Pour des rendements équivalents, les espèces tempérées possèdent de meilleures valeurs alimentaires que le kikuyu et résistent mieux aux températures hivernales. Les rendements se situent entre 15 et 20 tonnes de matière sèche par hectare et par an. Ce type de fourrage est idéal pour les zones d’altitude à faibles pentes.

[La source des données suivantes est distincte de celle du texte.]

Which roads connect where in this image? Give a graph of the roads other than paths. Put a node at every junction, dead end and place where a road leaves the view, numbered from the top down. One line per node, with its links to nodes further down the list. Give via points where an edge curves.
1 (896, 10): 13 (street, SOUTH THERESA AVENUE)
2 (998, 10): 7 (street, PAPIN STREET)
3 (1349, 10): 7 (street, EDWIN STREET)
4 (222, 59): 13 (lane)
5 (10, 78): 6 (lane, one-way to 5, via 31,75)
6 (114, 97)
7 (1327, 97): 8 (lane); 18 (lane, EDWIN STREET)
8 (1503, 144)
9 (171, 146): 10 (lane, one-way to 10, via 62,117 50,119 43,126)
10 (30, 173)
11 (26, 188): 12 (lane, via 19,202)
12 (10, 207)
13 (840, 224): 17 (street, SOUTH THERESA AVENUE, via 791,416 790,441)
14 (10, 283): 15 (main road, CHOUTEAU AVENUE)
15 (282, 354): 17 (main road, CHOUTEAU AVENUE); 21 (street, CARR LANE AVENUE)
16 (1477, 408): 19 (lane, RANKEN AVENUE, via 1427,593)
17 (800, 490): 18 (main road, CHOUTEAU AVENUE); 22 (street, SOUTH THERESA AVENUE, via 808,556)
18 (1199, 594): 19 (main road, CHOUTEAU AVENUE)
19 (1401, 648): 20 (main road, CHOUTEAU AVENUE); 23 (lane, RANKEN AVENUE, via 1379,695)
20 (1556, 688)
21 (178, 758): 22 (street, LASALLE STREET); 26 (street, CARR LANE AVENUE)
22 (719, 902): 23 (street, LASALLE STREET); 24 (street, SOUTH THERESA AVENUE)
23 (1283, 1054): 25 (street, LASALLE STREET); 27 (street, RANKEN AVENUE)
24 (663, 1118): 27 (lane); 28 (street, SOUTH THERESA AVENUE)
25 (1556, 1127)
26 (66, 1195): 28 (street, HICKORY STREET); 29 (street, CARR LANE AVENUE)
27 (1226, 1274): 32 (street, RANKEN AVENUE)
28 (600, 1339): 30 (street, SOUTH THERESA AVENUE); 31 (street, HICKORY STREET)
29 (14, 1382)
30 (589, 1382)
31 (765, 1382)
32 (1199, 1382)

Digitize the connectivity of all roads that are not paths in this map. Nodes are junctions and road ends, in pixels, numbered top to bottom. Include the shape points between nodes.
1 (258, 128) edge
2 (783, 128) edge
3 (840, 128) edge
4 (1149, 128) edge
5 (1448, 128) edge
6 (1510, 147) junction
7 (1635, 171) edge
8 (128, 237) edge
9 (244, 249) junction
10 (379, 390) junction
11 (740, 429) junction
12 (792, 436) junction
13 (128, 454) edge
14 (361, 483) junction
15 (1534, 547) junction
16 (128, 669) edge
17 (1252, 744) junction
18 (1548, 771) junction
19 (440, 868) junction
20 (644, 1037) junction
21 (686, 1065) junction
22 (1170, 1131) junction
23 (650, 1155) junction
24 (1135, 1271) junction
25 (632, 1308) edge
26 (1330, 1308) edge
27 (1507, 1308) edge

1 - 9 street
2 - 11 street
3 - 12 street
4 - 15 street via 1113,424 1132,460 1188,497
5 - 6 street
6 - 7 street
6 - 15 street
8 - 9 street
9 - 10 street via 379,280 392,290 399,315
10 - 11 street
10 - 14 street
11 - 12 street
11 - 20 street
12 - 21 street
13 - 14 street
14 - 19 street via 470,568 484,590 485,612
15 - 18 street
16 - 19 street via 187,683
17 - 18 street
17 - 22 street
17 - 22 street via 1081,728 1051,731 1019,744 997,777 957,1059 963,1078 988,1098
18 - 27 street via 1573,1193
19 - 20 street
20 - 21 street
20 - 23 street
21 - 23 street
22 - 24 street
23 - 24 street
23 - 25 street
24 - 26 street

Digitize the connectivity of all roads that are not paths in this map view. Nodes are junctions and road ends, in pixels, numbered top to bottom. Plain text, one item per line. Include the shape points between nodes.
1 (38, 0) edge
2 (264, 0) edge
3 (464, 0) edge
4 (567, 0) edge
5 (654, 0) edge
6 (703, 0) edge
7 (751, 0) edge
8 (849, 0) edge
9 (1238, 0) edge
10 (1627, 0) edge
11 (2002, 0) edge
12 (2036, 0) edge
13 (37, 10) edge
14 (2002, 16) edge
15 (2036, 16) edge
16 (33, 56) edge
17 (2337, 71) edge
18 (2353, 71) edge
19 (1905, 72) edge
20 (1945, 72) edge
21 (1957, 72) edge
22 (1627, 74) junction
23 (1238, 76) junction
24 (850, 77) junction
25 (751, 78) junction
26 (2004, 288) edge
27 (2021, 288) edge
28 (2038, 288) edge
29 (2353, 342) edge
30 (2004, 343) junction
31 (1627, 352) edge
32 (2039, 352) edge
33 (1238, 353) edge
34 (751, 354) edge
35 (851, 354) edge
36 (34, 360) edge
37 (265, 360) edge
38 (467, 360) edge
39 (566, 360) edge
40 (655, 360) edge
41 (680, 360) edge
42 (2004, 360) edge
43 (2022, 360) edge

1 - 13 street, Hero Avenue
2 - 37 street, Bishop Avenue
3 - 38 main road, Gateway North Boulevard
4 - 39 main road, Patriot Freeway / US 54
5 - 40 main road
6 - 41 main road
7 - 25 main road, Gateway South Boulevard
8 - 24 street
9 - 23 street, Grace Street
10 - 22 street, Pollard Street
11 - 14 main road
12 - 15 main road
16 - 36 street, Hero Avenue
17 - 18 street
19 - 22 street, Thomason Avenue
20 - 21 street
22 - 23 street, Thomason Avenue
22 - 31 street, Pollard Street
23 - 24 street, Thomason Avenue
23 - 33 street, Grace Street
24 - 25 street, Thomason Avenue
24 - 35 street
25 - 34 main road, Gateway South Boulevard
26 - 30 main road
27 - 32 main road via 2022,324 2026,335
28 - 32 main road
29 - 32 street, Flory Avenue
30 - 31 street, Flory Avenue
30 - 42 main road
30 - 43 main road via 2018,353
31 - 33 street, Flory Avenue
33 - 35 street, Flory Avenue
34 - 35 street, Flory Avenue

Production fourragère : conclusion

La production fourragère est la première source d’alimentation du bétail dans le monde. Qu’elle soit produite dans le Kalahari ou à La Réunion, elle se trouve au croisement de plusieurs problématiques. En effet, elle doit permettre de répondre à la fois à une demande croissante tout en s’adaptant aux contraintes multiples du climat, du relief, des pratiques culturales et de leurs conséquences.
Nous trouvons dans la zone indianocéanique des climats marqués par leur diversité, tant dans l’espace que dans le temps. Ce dernier point s’observe à la fois de manière intra-annuelle avec des saisons très marquées et à la fois de manière interannuelle avec des événements extrêmes de type cyclones ou sécheresses qui changent radicalement les conditions de production. La pédologie, elle aussi d’une diversité extrême, peut constituer une vraie contrainte pour les cultures. D’une part parce qu’elle définit en partie le climat mais aussi parce qu’elle rend difficile l’implantation de culture dans les fortes pentes. In fine, les pratiques doivent aussi s’adapter à ces paramètres pour tirer le meilleur parti des surfaces exploitées.
Parallèlement, la croissance démographique et l’élévation moyenne des niveaux de vie provoquent une augmentation de la consommation de nourriture et appellent une production animale plus importante. Celle-ci doit faire face à des épisodes climatiques extrêmes et à un réchauffement global. Dans le contexte actuel (et sans nul doute à venir), des déficits fourragers se font ressentir régulièrement à La Réunion et sont à prévoir dans le Kalahari. Il paraît donc nécessaire d’œuvrer à une meilleure connaissance de la répartition spatio-temporelle du disponible fourrager dans ces régions vulnérables, tout à la fois pour anticiper ces déficits et pour y répondre au mieux, notamment par la redistribution optimisée du fourrage. Mais ces mêmes raisons qui rendent les cultures si différentes (climat, relief, sol, espèces fourragères) rendent aussi très difficile l’estimation de biomasse, tant les différences spatio-temporelles sont marquées.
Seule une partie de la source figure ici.